1.      Tax benefits for investors

2.      Promotion of risk capital instruments for microenterprises.

Our economy clearly works off of incentives so if we want mf to flourish there needs to be benefits for the lenders to give their money to a lesser known field that could potentially be risky. In addition to attractive interest rates, tax breaks could give lenders greater incentive to put their money towards microfinance loans instead of into other high yield areas, expanding the funds base of mf support.

 

The EU has focused on implementing microfinance because of their emphasis on making their economy more dynamic and inclusive. There are major divides between the poor and the wealthy and that gap is widening in the US. The implementation of many of these recommended policy measures would help mf grow and help the poor help themselves move up in society to become part of the society that they are excluded from socially and fiscally-in terms of not being able to receive traditional banking services.

 

 

Article by: Jan Evers and Stefanie Lahn of Evers and Jung (research and consulting in financial services, Hamburg)

 

Grameen Bank offers Microcredit in New York

Grameen Bank functions as a link between “glamorous New York City and flood-stricken Bangladesh” aiding the large numbers of poor living in both places. Although the United States is years beyond Bangladesh in terms of development and dealing with poverty, Ritu Chattree, vice president of finance and development for Grameen American knows, “’it’s proven that a significant part of the population needs a helping hand.’” Grameen Bank believes that the US had been very open to their ways and interested in aiding the poor especially since Hurricane Katrina in 2005.  Maybe it takes such a disaster to catch the attention of the greater country and to show them the extreme poverty their own citizens are living in and encourage them to help.

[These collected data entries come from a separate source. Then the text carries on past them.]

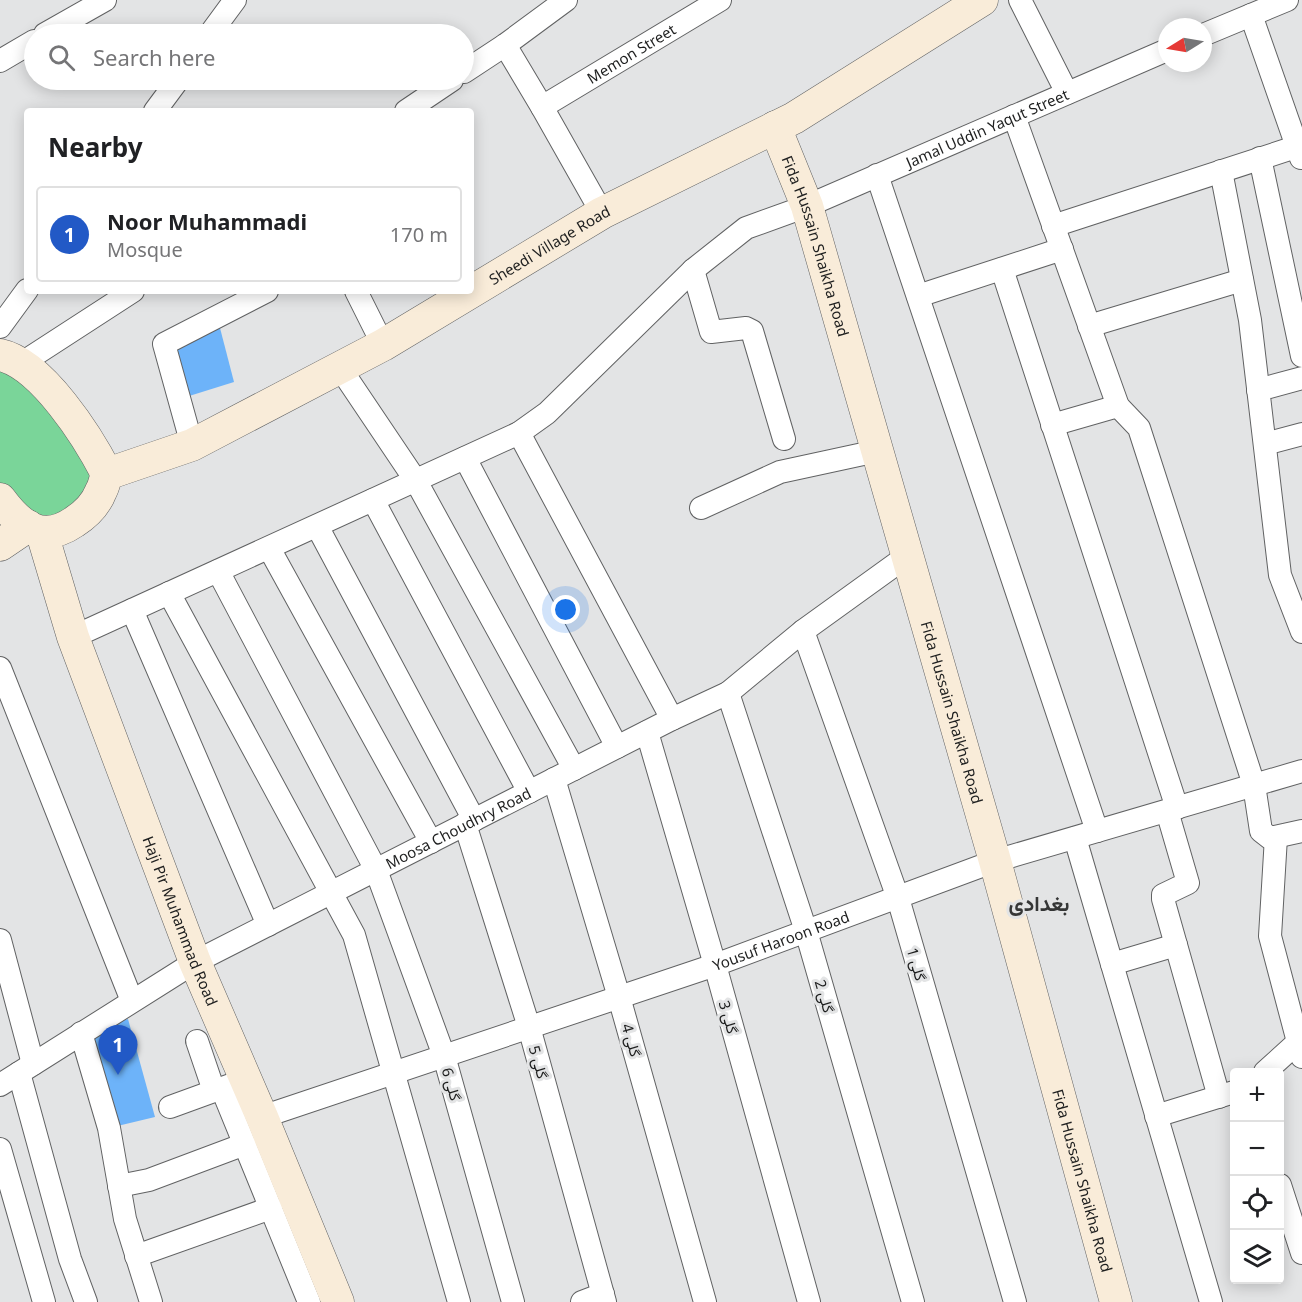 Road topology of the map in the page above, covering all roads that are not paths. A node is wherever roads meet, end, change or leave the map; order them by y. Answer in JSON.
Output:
{"nodes":[{"id":1,"x":105,"y":0,"type":"edge"},
{"id":2,"x":235,"y":0,"type":"edge"},
{"id":3,"x":566,"y":0,"type":"edge"},
{"id":4,"x":720,"y":0,"type":"edge"},
{"id":5,"x":982,"y":0,"type":"edge"},
{"id":6,"x":1020,"y":0,"type":"edge"},
{"id":7,"x":1287,"y":0,"type":"edge"},
{"id":8,"x":1251,"y":15,"type":"junction"},
{"id":9,"x":63,"y":24,"type":"edge"},
{"id":10,"x":217,"y":24,"type":"edge"},
{"id":11,"x":1212,"y":31,"type":"edge"},
{"id":12,"x":505,"y":45,"type":"junction"},
{"id":13,"x":24,"y":47,"type":"edge"},
{"id":14,"x":1158,"y":54,"type":"edge"},
{"id":15,"x":0,"y":61,"type":"edge"},
{"id":16,"x":474,"y":65,"type":"edge"},
{"id":17,"x":171,"y":90,"type":"edge"},
{"id":18,"x":437,"y":90,"type":"edge"},
{"id":19,"x":1067,"y":93,"type":"junction"},
{"id":20,"x":543,"y":107,"type":"junction"},
{"id":21,"x":157,"y":108,"type":"edge"},
{"id":22,"x":410,"y":108,"type":"edge"},
{"id":23,"x":1014,"y":116,"type":"junction"},
{"id":24,"x":775,"y":127,"type":"junction"},
{"id":25,"x":1300,"y":150,"type":"edge"},
{"id":26,"x":1260,"y":158,"type":"junction"},
{"id":27,"x":1221,"y":171,"type":"junction"},
{"id":28,"x":877,"y":175,"type":"junction"},
{"id":29,"x":807,"y":206,"type":"junction"},
{"id":30,"x":602,"y":213,"type":"junction"},
{"id":31,"x":1053,"y":226,"type":"junction"},
{"id":32,"x":1062,"y":249,"type":"junction"},
{"id":33,"x":1002,"y":269,"type":"junction"},
{"id":34,"x":693,"y":270,"type":"junction"},
{"id":35,"x":1242,"y":280,"type":"junction"},
{"id":36,"x":474,"y":290,"type":"edge"},
{"id":37,"x":24,"y":294,"type":"edge"},
{"id":38,"x":128,"y":294,"type":"edge"},
{"id":39,"x":261,"y":294,"type":"edge"},
{"id":40,"x":358,"y":294,"type":"edge"},
{"id":41,"x":468,"y":294,"type":"edge"},
{"id":42,"x":918,"y":296,"type":"junction"},
{"id":43,"x":1089,"y":326,"type":"junction"},
{"id":44,"x":0,"y":327,"type":"edge"},
{"id":45,"x":383,"y":345,"type":"junction"},
{"id":46,"x":1302,"y":356,"type":"edge"},
{"id":47,"x":11,"y":359,"type":"edge"},
{"id":48,"x":340,"y":368,"type":"junction"},
{"id":49,"x":1302,"y":378,"type":"edge"},
{"id":50,"x":1258,"y":390,"type":"junction"},
{"id":51,"x":1118,"y":406,"type":"junction"},
{"id":52,"x":1052,"y":425,"type":"junction"},
{"id":53,"x":519,"y":433,"type":"junction"},
{"id":54,"x":1302,"y":434,"type":"edge"},
{"id":55,"x":784,"y":439,"type":"dead end"},
{"id":56,"x":1265,"y":444,"type":"junction"},
{"id":57,"x":192,"y":445,"type":"junction"},
{"id":58,"x":877,"y":451,"type":"junction"},
{"id":59,"x":465,"y":458,"type":"junction"},
{"id":60,"x":107,"y":474,"type":"junction"},
{"id":61,"x":416,"y":480,"type":"junction"},
{"id":62,"x":373,"y":500,"type":"junction"},
{"id":63,"x":701,"y":508,"type":"dead end"},
{"id":64,"x":15,"y":515,"type":"edge"},
{"id":65,"x":317,"y":526,"type":"junction"},
{"id":66,"x":0,"y":545,"type":"edge"},
{"id":67,"x":269,"y":548,"type":"junction"},
{"id":68,"x":907,"y":556,"type":"junction"},
{"id":69,"x":218,"y":571,"type":"junction"},
{"id":70,"x":169,"y":593,"type":"junction"},
{"id":71,"x":132,"y":610,"type":"junction"},
{"id":72,"x":803,"y":631,"type":"junction"},
{"id":73,"x":1302,"y":632,"type":"edge"},
{"id":74,"x":73,"y":637,"type":"junction"},
{"id":75,"x":0,"y":668,"type":"edge"},
{"id":76,"x":728,"y":693,"type":"junction"},
{"id":77,"x":672,"y":719,"type":"junction"},
{"id":78,"x":647,"y":732,"type":"junction"},
{"id":79,"x":617,"y":747,"type":"junction"},
{"id":80,"x":564,"y":774,"type":"junction"},
{"id":81,"x":1301,"y":778,"type":"edge"},
{"id":82,"x":1254,"y":785,"type":"junction"},
{"id":83,"x":529,"y":792,"type":"junction"},
{"id":84,"x":1172,"y":809,"type":"junction"},
{"id":85,"x":470,"y":822,"type":"junction"},
{"id":86,"x":1097,"y":831,"type":"junction"},
{"id":87,"x":1302,"y":831,"type":"edge"},
{"id":88,"x":1276,"y":837,"type":"junction"},
{"id":89,"x":1075,"y":838,"type":"junction"},
{"id":90,"x":431,"y":842,"type":"junction"},
{"id":91,"x":995,"y":861,"type":"junction"},
{"id":92,"x":376,"y":870,"type":"junction"},
{"id":93,"x":331,"y":892,"type":"junction"},
{"id":94,"x":898,"y":898,"type":"junction"},
{"id":95,"x":268,"y":925,"type":"junction"},
{"id":96,"x":806,"y":931,"type":"junction"},
{"id":97,"x":0,"y":940,"type":"edge"},
{"id":98,"x":1176,"y":945,"type":"junction"},
{"id":99,"x":195,"y":962,"type":"junction"},
{"id":100,"x":1112,"y":964,"type":"junction"},
{"id":101,"x":715,"y":965,"type":"junction"},
{"id":102,"x":620,"y":997,"type":"junction"},
{"id":103,"x":132,"y":1001,"type":"junction"},
{"id":104,"x":529,"y":1027,"type":"junction"},
{"id":105,"x":81,"y":1034,"type":"junction"},
{"id":106,"x":197,"y":1041,"type":"dead end"},
{"id":107,"x":1300,"y":1050,"type":"edge"},
{"id":108,"x":444,"y":1056,"type":"junction"},
{"id":109,"x":1271,"y":1068,"type":"edge"},
{"id":110,"x":393,"y":1073,"type":"junction"},
{"id":111,"x":17,"y":1074,"type":"edge"},
{"id":112,"x":227,"y":1086,"type":"junction"},
{"id":113,"x":1227,"y":1094,"type":"edge"},
{"id":114,"x":170,"y":1107,"type":"dead end"},
{"id":115,"x":262,"y":1116,"type":"junction"},
{"id":116,"x":1156,"y":1116,"type":"junction"},
{"id":117,"x":245,"y":1144,"type":"junction"},
{"id":118,"x":0,"y":1149,"type":"edge"},
{"id":119,"x":119,"y":1186,"type":"junction"},
{"id":120,"x":1284,"y":1197,"type":"edge"},
{"id":121,"x":271,"y":1208,"type":"junction"},
{"id":122,"x":1302,"y":1253,"type":"edge"},
{"id":123,"x":136,"y":1256,"type":"junction"},
{"id":124,"x":604,"y":1298,"type":"edge"},
{"id":125,"x":322,"y":1299,"type":"edge"},
{"id":126,"x":44,"y":1302,"type":"edge"},
{"id":127,"x":86,"y":1302,"type":"edge"},
{"id":128,"x":151,"y":1302,"type":"edge"},
{"id":129,"x":459,"y":1302,"type":"edge"},
{"id":130,"x":513,"y":1302,"type":"edge"},
{"id":131,"x":582,"y":1302,"type":"edge"},
{"id":132,"x":705,"y":1302,"type":"edge"},
{"id":133,"x":809,"y":1302,"type":"edge"},
{"id":134,"x":913,"y":1302,"type":"edge"},
{"id":135,"x":1015,"y":1302,"type":"edge"},
{"id":136,"x":1116,"y":1302,"type":"edge"},
{"id":137,"x":1211,"y":1302,"type":"edge"}],
"edges":[{"from":1,"to":9,"type":"street"},
{"from":2,"to":10,"type":"street"},
{"from":3,"to":12,"type":"street"},
{"from":4,"to":20,"type":"street","name":"Memon Street"},
{"from":5,"to":24,"type":"main road","name":"Sheedi Village Road"},
{"from":6,"to":19,"type":"street"},
{"from":7,"to":8,"type":"street"},
{"from":8,"to":11,"type":"street"},
{"from":8,"to":25,"type":"street"},
{"from":12,"to":16,"type":"street"},
{"from":12,"to":20,"type":"street"},
{"from":13,"to":15,"type":"street"},
{"from":14,"to":19,"type":"street","name":"Jamal Uddin Yaqut Street"},
{"from":17,"to":21,"type":"street"},
{"from":18,"to":22,"type":"street"},
{"from":19,"to":23,"type":"street","name":"Jamal Uddin Yaqut Street"},
{"from":20,"to":30,"type":"street"},
{"from":23,"to":28,"type":"street","name":"Jamal Uddin Yaqut Street"},
{"from":23,"to":31,"type":"street"},
{"from":24,"to":29,"type":"main road","name":"Fida Hussain Shaikha Road"},
{"from":24,"to":30,"type":"main road","name":"Sheedi Village Road"},
{"from":25,"to":26,"type":"street"},
{"from":26,"to":27,"type":"street"},
{"from":26,"to":46,"type":"street"},
{"from":27,"to":31,"type":"street"},
{"from":27,"to":35,"type":"street"},
{"from":28,"to":29,"type":"street","name":"Jamal Uddin Yaqut Street"},
{"from":28,"to":42,"type":"street"},
{"from":29,"to":34,"type":"street","name":"Jamal Uddin Yaqut Street"},
{"from":29,"to":58,"type":"main road","name":"Fida Hussain Shaikha Road"},
{"from":30,"to":36,"type":"main road","name":"Sheedi Village Road"},
{"from":31,"to":32,"type":"street"},
{"from":32,"to":33,"type":"street"},
{"from":32,"to":43,"type":"street"},
{"from":33,"to":42,"type":"street"},
{"from":33,"to":52,"type":"street"},
{"from":34,"to":53,"type":"street","name":"Jamal Uddin Yaqut Street"},
{"from":34,"to":55,"type":"street"},
{"from":35,"to":43,"type":"street"},
{"from":35,"to":50,"type":"street"},
{"from":37,"to":44,"type":"street"},
{"from":38,"to":47,"type":"street"},
{"from":39,"to":57,"type":"street"},
{"from":40,"to":45,"type":"street"},
{"from":41,"to":45,"type":"main road","name":"Sheedi Village Road"},
{"from":42,"to":86,"type":"street"},
{"from":43,"to":51,"type":"street"},
{"from":45,"to":48,"type":"main road","name":"Sheedi Village Road"},
{"from":47,"to":60,"type":"main road"},
{"from":48,"to":57,"type":"main road","name":"Sheedi Village Road"},
{"from":48,"to":61,"type":"street","name":"گلی 4"},
{"from":49,"to":50,"type":"street"},
{"from":50,"to":56,"type":"street"},
{"from":51,"to":52,"type":"street"},
{"from":51,"to":82,"type":"street"},
{"from":52,"to":84,"type":"street"},
{"from":53,"to":59,"type":"street","name":"Jamal Uddin Yaqut Street"},
{"from":53,"to":77,"type":"street"},
{"from":54,"to":56,"type":"street"},
{"from":56,"to":73,"type":"street"},
{"from":57,"to":60,"type":"main road","name":"Sheedi Village Road"},
{"from":58,"to":63,"type":"street"},
{"from":58,"to":68,"type":"main road","name":"Fida Hussain Shaikha Road"},
{"from":59,"to":61,"type":"street","name":"Jamal Uddin Yaqut Street"},
{"from":59,"to":79,"type":"street"},
{"from":60,"to":64,"type":"main road"},
{"from":61,"to":62,"type":"street","name":"Jamal Uddin Yaqut Street"},
{"from":61,"to":80,"type":"street","name":"گلی 4"},
{"from":62,"to":65,"type":"street","name":"Jamal Uddin Yaqut Street"},
{"from":62,"to":83,"type":"street"},
{"from":64,"to":66,"type":"main road"},
{"from":64,"to":74,"type":"main road","name":"Haji Pir Muhammad Road"},
{"from":65,"to":67,"type":"street","name":"Jamal Uddin Yaqut Street"},
{"from":65,"to":85,"type":"street","name":"گلی 5"},
{"from":67,"to":69,"type":"street","name":"Jamal Uddin Yaqut Street"},
{"from":67,"to":90,"type":"street"},
{"from":68,"to":72,"type":"street","name":"Moosa Choudhry Road"},
{"from":68,"to":91,"type":"main road","name":"Fida Hussain Shaikha Road"},
{"from":69,"to":70,"type":"street","name":"Jamal Uddin Yaqut Street"},
{"from":69,"to":92,"type":"street","name":"گلی 6"},
{"from":70,"to":71,"type":"street","name":"Jamal Uddin Yaqut Street"},
{"from":70,"to":93,"type":"street"},
{"from":71,"to":74,"type":"street","name":"Jamal Uddin Yaqut Street"},
{"from":71,"to":95,"type":"street"},
{"from":72,"to":76,"type":"street","name":"Moosa Choudhry Road"},
{"from":72,"to":94,"type":"street","name":"گلی 1"},
{"from":74,"to":99,"type":"main road","name":"Haji Pir Muhammad Road"},
{"from":75,"to":103,"type":"street"},
{"from":76,"to":77,"type":"street","name":"Moosa Choudhry Road"},
{"from":76,"to":96,"type":"street","name":"گلی 2"},
{"from":77,"to":78,"type":"street","name":"Moosa Choudhry Road"},
{"from":78,"to":79,"type":"street","name":"Moosa Choudhry Road"},
{"from":78,"to":101,"type":"street","name":"گلی 3"},
{"from":79,"to":80,"type":"street","name":"Moosa Choudhry Road"},
{"from":80,"to":83,"type":"street","name":"Moosa Choudhry Road"},
{"from":80,"to":102,"type":"street","name":"گلی 4"},
{"from":81,"to":82,"type":"street","name":"Yousuf Haroon Road"},
{"from":82,"to":84,"type":"street","name":"Yousuf Haroon Road"},
{"from":82,"to":88,"type":"street"},
{"from":83,"to":85,"type":"street","name":"Moosa Choudhry Road"},
{"from":84,"to":86,"type":"street","name":"Yousuf Haroon Road"},
{"from":84,"to":98,"type":"street"},
{"from":85,"to":90,"type":"street","name":"Moosa Choudhry Road"},
{"from":85,"to":104,"type":"street","name":"گلی 5"},
{"from":86,"to":89,"type":"street","name":"Yousuf Haroon Road"},
{"from":87,"to":88,"type":"street"},
{"from":88,"to":107,"type":"street"},
{"from":89,"to":91,"type":"street","name":"Yousuf Haroon Road"},
{"from":89,"to":100,"type":"street"},
{"from":90,"to":92,"type":"street","name":"Moosa Choudhry Road"},
{"from":91,"to":94,"type":"street","name":"Yousuf Haroon Road"},
{"from":91,"to":136,"type":"main road","name":"Fida Hussain Shaikha Road"},
{"from":92,"to":93,"type":"street","name":"Moosa Choudhry Road"},
{"from":92,"to":108,"type":"street","name":"گلی 6"},
{"from":93,"to":95,"type":"street","name":"Moosa Choudhry Road"},
{"from":93,"to":110,"type":"street"},
{"from":94,"to":96,"type":"street","name":"Yousuf Haroon Road"},
{"from":94,"to":135,"type":"street","name":"گلی 1"},
{"from":95,"to":99,"type":"street","name":"Moosa Choudhry Road"},
{"from":96,"to":101,"type":"street","name":"Yousuf Haroon Road"},
{"from":96,"to":134,"type":"street","name":"گلی 2"},
{"from":97,"to":111,"type":"street"},
{"from":98,"to":100,"type":"street"},
{"from":98,"to":113,"type":"street"},
{"from":99,"to":103,"type":"street","name":"Moosa Choudhry Road"},
{"from":99,"to":112,"type":"main road","name":"Haji Pir Muhammad Road"},
{"from":100,"to":116,"type":"street"},
{"from":101,"to":102,"type":"street","name":"Yousuf Haroon Road"},
{"from":101,"to":133,"type":"street","name":"گلی 3"},
{"from":102,"to":104,"type":"street","name":"Yousuf Haroon Road"},
{"from":102,"to":132,"type":"street","name":"گلی 4"},
{"from":103,"to":105,"type":"street","name":"Moosa Choudhry Road"},
{"from":104,"to":108,"type":"street","name":"Yousuf Haroon Road"},
{"from":104,"to":124,"type":"street","name":"گلی 5"},
{"from":105,"to":111,"type":"street","name":"Moosa Choudhry Road"},
{"from":105,"to":119,"type":"street"},
{"from":106,"to":112,"type":"street"},
{"from":107,"to":109,"type":"street"},
{"from":108,"to":110,"type":"street","name":"Yousuf Haroon Road"},
{"from":108,"to":130,"type":"street","name":"گلی 6"},
{"from":110,"to":115,"type":"street","name":"Yousuf Haroon Road"},
{"from":110,"to":129,"type":"street"},
{"from":111,"to":127,"type":"street"},
{"from":112,"to":114,"type":"street"},
{"from":112,"to":115,"type":"main road","name":"Haji Pir Muhammad Road"},
{"from":112,"to":117,"type":"street"},
{"from":113,"to":116,"type":"street"},
{"from":115,"to":125,"type":"main road","name":"Haji Pir Muhammad Road"},
{"from":116,"to":137,"type":"street"},
{"from":117,"to":119,"type":"street"},
{"from":117,"to":121,"type":"street"},
{"from":118,"to":126,"type":"street"},
{"from":119,"to":123,"type":"street"},
{"from":120,"to":122,"type":"street"},
{"from":121,"to":123,"type":"street"},
{"from":121,"to":125,"type":"street"},
{"from":123,"to":128,"type":"street"},
{"from":124,"to":131,"type":"street"}]}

            Grameen Bank in New York officially opened on April 25, 2008 (five days after this article was written) after conducting a pilot programs in Queens. In the pilot program, more than $200,000 was lent to 120 women. This puts the average loan size at almost $1670.00. When Grameen was formed in Bangladesh over 30 years ago, it developed a model to give loans that range between  $300 and $3000 to support women’s “entrepreneurial ambitions in businesses from house cleaning to hairdressing.” Grameen Bank does not plan to change this model now that they are functioning in the US. The article does not indicate whether the women receive loans under the group method used in Bangladesh and my guess would be that they do not because of the lack of strong community sense in the US that is present in Bangladesh. Although houses and surrounding in Queens are a great upgrade from Bangladesh, the stories of struggle and deprivation are still present (just in a “first-world context”). Grameen Banks hopes to help out those who would typically be forced to borrow from payday lenders (take out an advance on salary) or loan sharks who can charge outrageous interest.

 

            Especially in the US, as was the case in Bangladesh, mainstream financial institutions have not interest in lending to the impoverished who have poor or no credit. Many Americans, especially new immigrants, face the problem of no credit. Utica NY has a unique refugee population of new immigrants who likely have little or no credit who could benefit from the services offered by microfinance. The article explains that about 36 million people in the US live below the poverty line (defined as less than $21,000 for a family of four), but in Utica nearly 50% of children are living below the poverty line.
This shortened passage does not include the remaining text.